##### Listed records #####
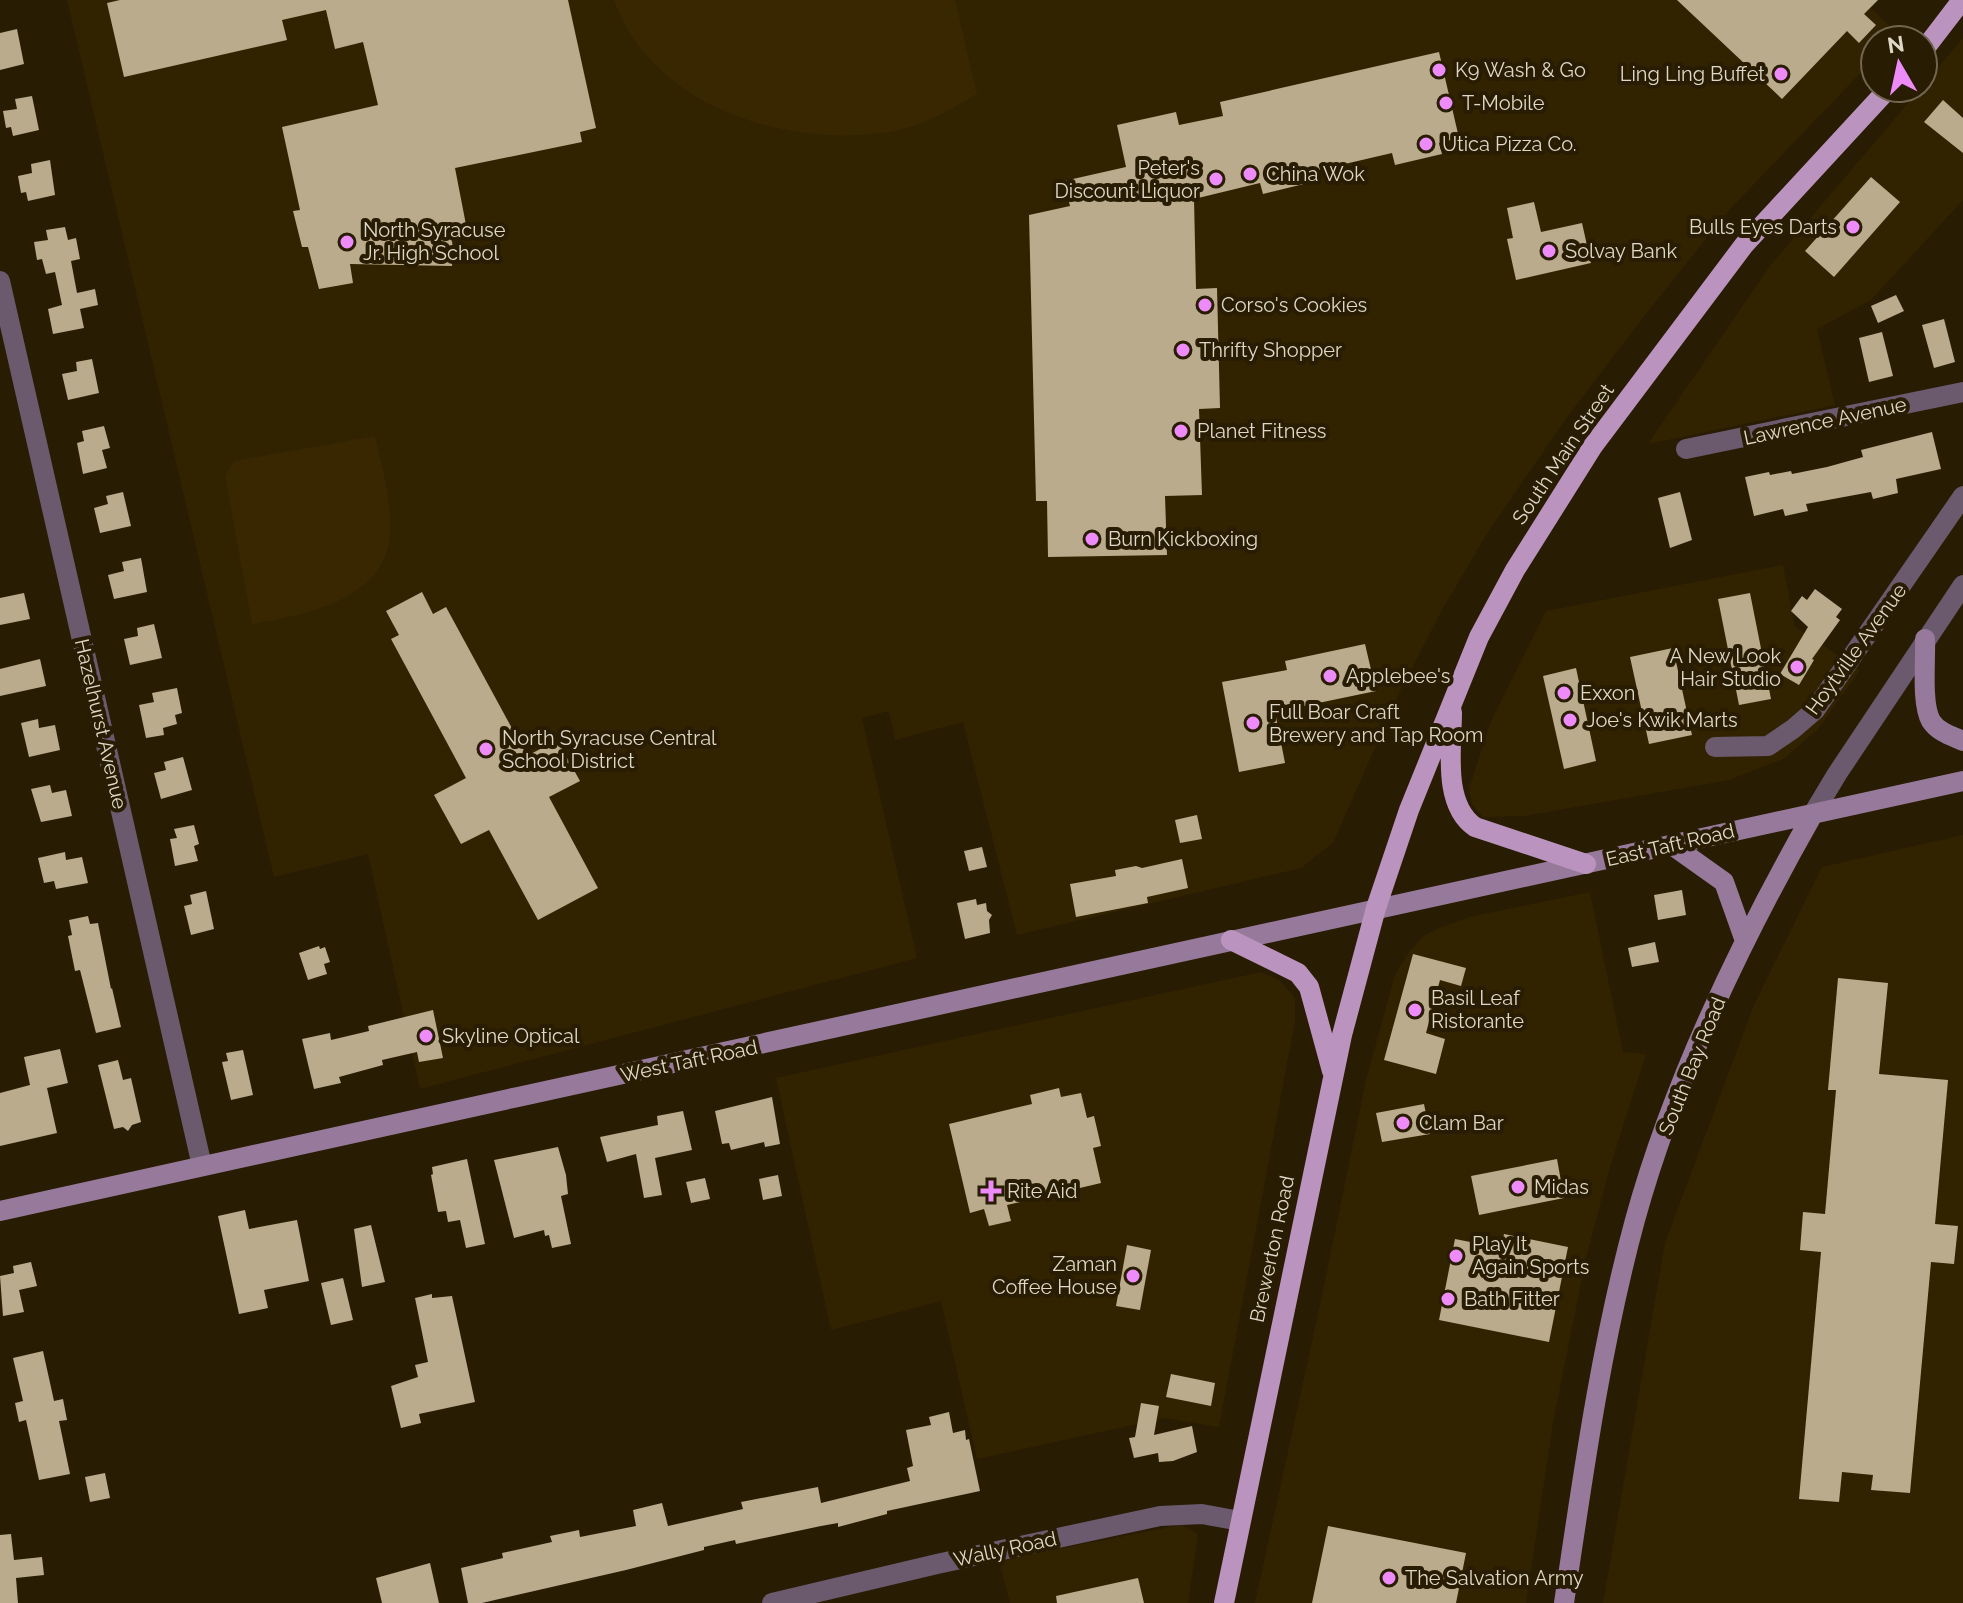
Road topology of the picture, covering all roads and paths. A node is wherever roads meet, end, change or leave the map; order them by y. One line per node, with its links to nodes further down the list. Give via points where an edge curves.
1 (1962, 0): 2 (main road)
2 (1939, 30)
3 (1874, 104): 10 (main road, South Main Street, via 1744,245 1593,446 1515,570)
4 (0, 281): 21 (street, Hazelhurst Avenue)
5 (1963, 392): 6 (street, Lawrence Avenue)
6 (1686, 449)
7 (1963, 496): 12 (street, Hoytville Avenue, via 1815,710 1768,746)
8 (1963, 585): 9 (street, South Bay Road)
9 (1925, 639): 11 (main road, via 1931,720); 14 (street, South Bay Road)
10 (1452, 702): 16 (main road, via 1452,778 1465,820); 17 (main road, South Main Street)
11 (1963, 741)
12 (1715, 747)
13 (1963, 781): 14 (main road, East Taft Road)
14 (1813, 814): 15 (main road, East Taft Road); 19 (main road, South Bay Road)
15 (1672, 845): 16 (main road, East Taft Road); 19 (main road, via 1724,882)
16 (1586, 864): 17 (main road, East Taft Road)
17 (1376, 908): 18 (main road, West Taft Road); 20 (main road, Brewerton Road)
18 (1231, 940): 20 (main road, via 1298,973 1309,987); 21 (main road, West Taft Road)
19 (1745, 941): 26 (main road, South Bay Road, via 1675,1104 1636,1219 1610,1327)
20 (1333, 1074): 23 (main road, Brewerton Road)
21 (202, 1166): 22 (main road, West Taft Road)
22 (0, 1211)
23 (1240, 1521): 24 (street, Wally Road, via 1202,1514 1160,1516); 25 (main road, Brewerton Road)
24 (772, 1603)
25 (1224, 1603)
26 (1564, 1603)

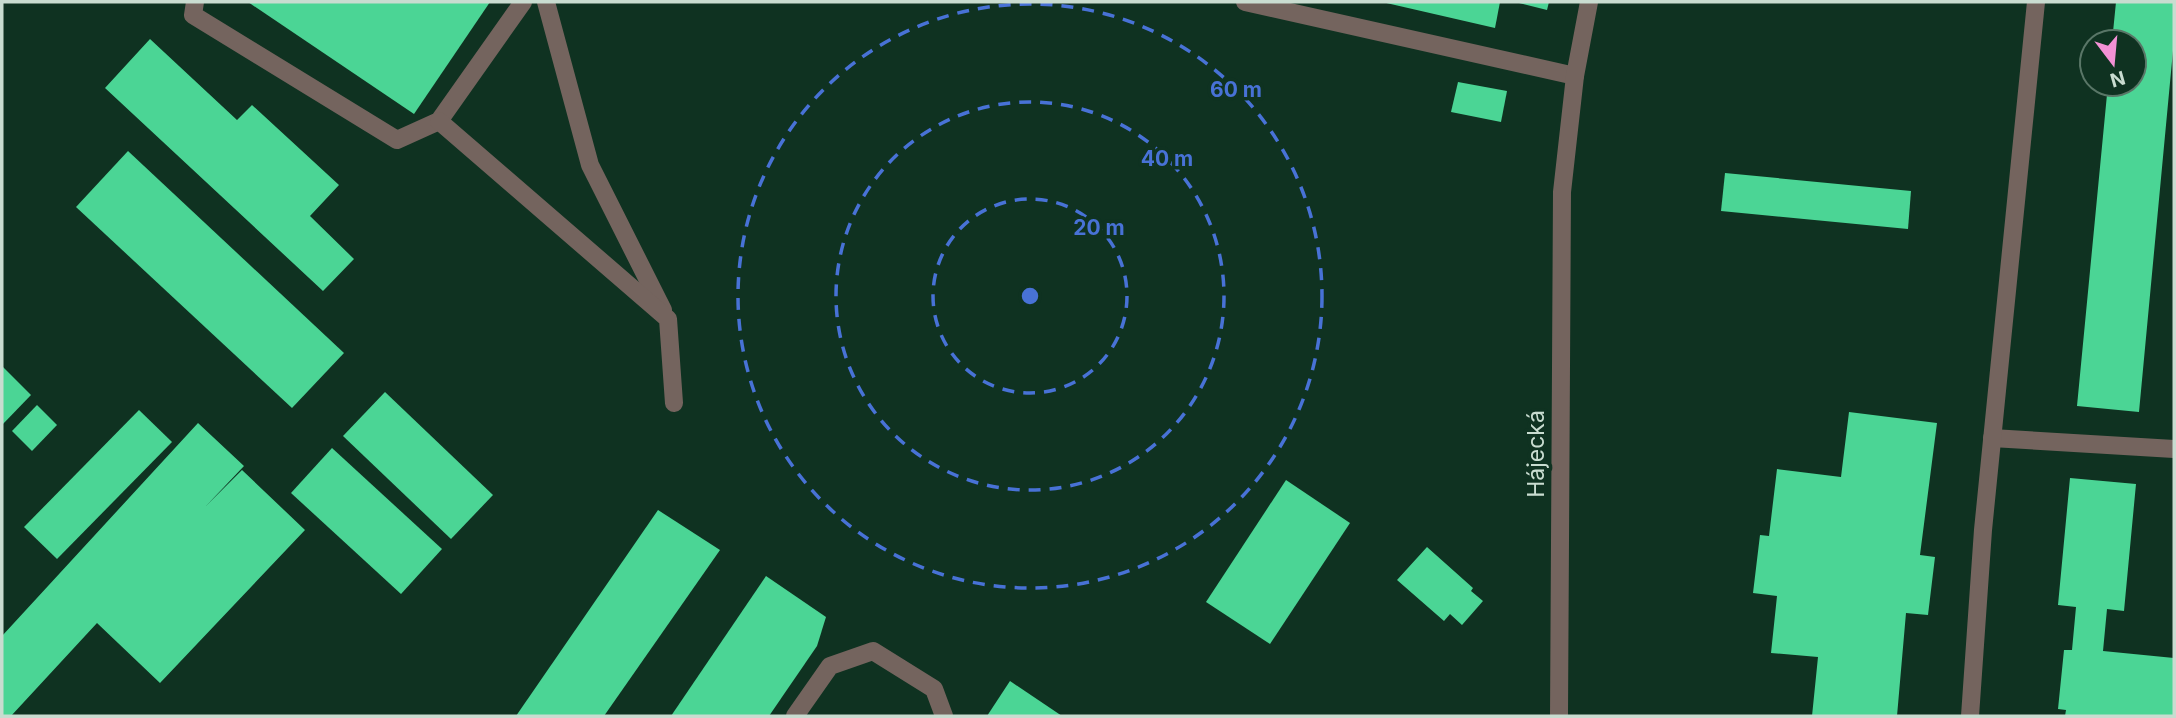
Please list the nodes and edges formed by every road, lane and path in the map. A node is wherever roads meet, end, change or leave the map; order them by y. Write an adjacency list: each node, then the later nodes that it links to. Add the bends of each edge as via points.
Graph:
1 (195, 2): 8 (street, via 193,15 397,140)
2 (523, 2): 8 (street)
3 (546, 2): 9 (street, via 590,164)
4 (1245, 2): 7 (street)
5 (1589, 2): 7 (street, Hájecká)
6 (2036, 2): 11 (street)
7 (1575, 76): 15 (street, Hájecká, via 1562,192)
8 (439, 121): 9 (street)
9 (668, 319): 10 (street)
10 (674, 403)
11 (1992, 438): 12 (street); 16 (street)
12 (2174, 449)
13 (795, 716): 14 (street, via 830,666 873,651 934,690)
14 (944, 716)
15 (1559, 716)
16 (1970, 716)

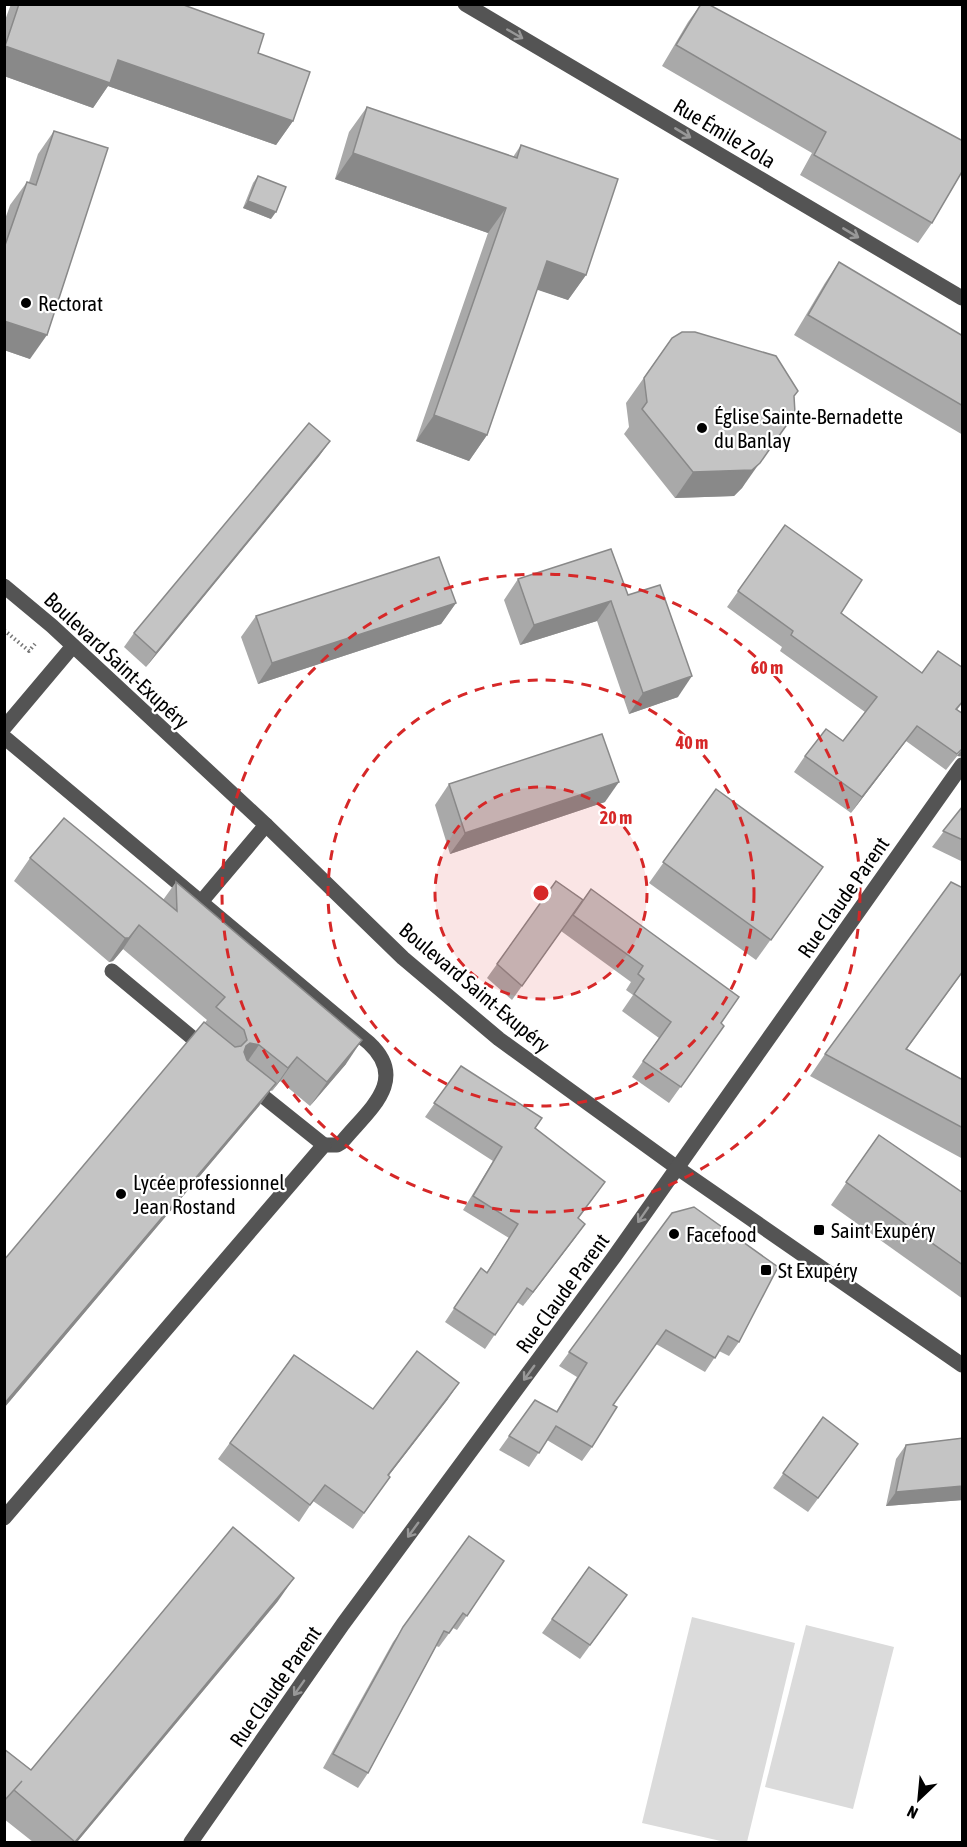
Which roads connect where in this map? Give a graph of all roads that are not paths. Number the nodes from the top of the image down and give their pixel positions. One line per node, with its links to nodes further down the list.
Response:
1 (465, 4): 2 (street, Rue Émile Zola, one-way to 2)
2 (963, 298)
3 (4, 586): 4 (street, Boulevard Saint-Exupéry)
4 (73, 646): 5 (street); 8 (street, Boulevard Saint-Exupéry)
5 (4, 728)
6 (4, 737): 9 (street)
7 (963, 765): 14 (street, Rue Claude Parent)
8 (266, 825): 9 (street); 14 (street, Boulevard Saint-Exupéry)
9 (201, 902): 13 (street)
10 (112, 971): 11 (street)
11 (221, 1061)
12 (237, 1076): 13 (street)
13 (324, 1145): 16 (street)
14 (676, 1167): 15 (street, Boulevard Saint-Exupéry); 17 (street, Rue Claude Parent, one-way to 17)
15 (963, 1365)
16 (4, 1518)
17 (191, 1842)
#####
Copy out the material above in full and exactly, but with no pictures.

Road topology of the picture, covering all roads and paths. A node is wherever roads meet, end, change or leave the map; order them by y. One line per node, with its links to nodes further down the list. Give via points where an edge curves.
1 (1962, 0): 2 (main road)
2 (1939, 30)
3 (1874, 104): 10 (main road, South Main Street, via 1744,245 1593,446 1515,570)
4 (0, 281): 21 (street, Hazelhurst Avenue)
5 (1963, 392): 6 (street, Lawrence Avenue)
6 (1686, 449)
7 (1963, 496): 12 (street, Hoytville Avenue, via 1815,710 1768,746)
8 (1963, 585): 9 (street, South Bay Road)
9 (1925, 639): 11 (main road, via 1931,720); 14 (street, South Bay Road)
10 (1452, 702): 16 (main road, via 1452,778 1465,820); 17 (main road, South Main Street)
11 (1963, 741)
12 (1715, 747)
13 (1963, 781): 14 (main road, East Taft Road)
14 (1813, 814): 15 (main road, East Taft Road); 19 (main road, South Bay Road)
15 (1672, 845): 16 (main road, East Taft Road); 19 (main road, via 1724,882)
16 (1586, 864): 17 (main road, East Taft Road)
17 (1376, 908): 18 (main road, West Taft Road); 20 (main road, Brewerton Road)
18 (1231, 940): 20 (main road, via 1298,973 1309,987); 21 (main road, West Taft Road)
19 (1745, 941): 26 (main road, South Bay Road, via 1675,1104 1636,1219 1610,1327)
20 (1333, 1074): 23 (main road, Brewerton Road)
21 (202, 1166): 22 (main road, West Taft Road)
22 (0, 1211)
23 (1240, 1521): 24 (street, Wally Road, via 1202,1514 1160,1516); 25 (main road, Brewerton Road)
24 (772, 1603)
25 (1224, 1603)
26 (1564, 1603)

Please list the nodes and edges formed by every road, lane and path in the map. A node is wherever roads meet, end, change or leave the map; order them by y. Write an adjacency list: each node, then the later nodes that it links to. Add the bends of each edge as via points.
Graph:
1 (195, 2): 8 (street, via 193,15 397,140)
2 (523, 2): 8 (street)
3 (546, 2): 9 (street, via 590,164)
4 (1245, 2): 7 (street)
5 (1589, 2): 7 (street, Hájecká)
6 (2036, 2): 11 (street)
7 (1575, 76): 15 (street, Hájecká, via 1562,192)
8 (439, 121): 9 (street)
9 (668, 319): 10 (street)
10 (674, 403)
11 (1992, 438): 12 (street); 16 (street)
12 (2174, 449)
13 (795, 716): 14 (street, via 830,666 873,651 934,690)
14 (944, 716)
15 (1559, 716)
16 (1970, 716)

Which roads connect where in this map? Give a graph of all roads that are not paths. Number the nodes from the top of the image down and give their pixel positions. One line per node, with its links to nodes further down the list.
Response:
1 (465, 4): 2 (street, Rue Émile Zola, one-way to 2)
2 (963, 298)
3 (4, 586): 4 (street, Boulevard Saint-Exupéry)
4 (73, 646): 5 (street); 8 (street, Boulevard Saint-Exupéry)
5 (4, 728)
6 (4, 737): 9 (street)
7 (963, 765): 14 (street, Rue Claude Parent)
8 (266, 825): 9 (street); 14 (street, Boulevard Saint-Exupéry)
9 (201, 902): 13 (street)
10 (112, 971): 11 (street)
11 (221, 1061)
12 (237, 1076): 13 (street)
13 (324, 1145): 16 (street)
14 (676, 1167): 15 (street, Boulevard Saint-Exupéry); 17 (street, Rue Claude Parent, one-way to 17)
15 (963, 1365)
16 (4, 1518)
17 (191, 1842)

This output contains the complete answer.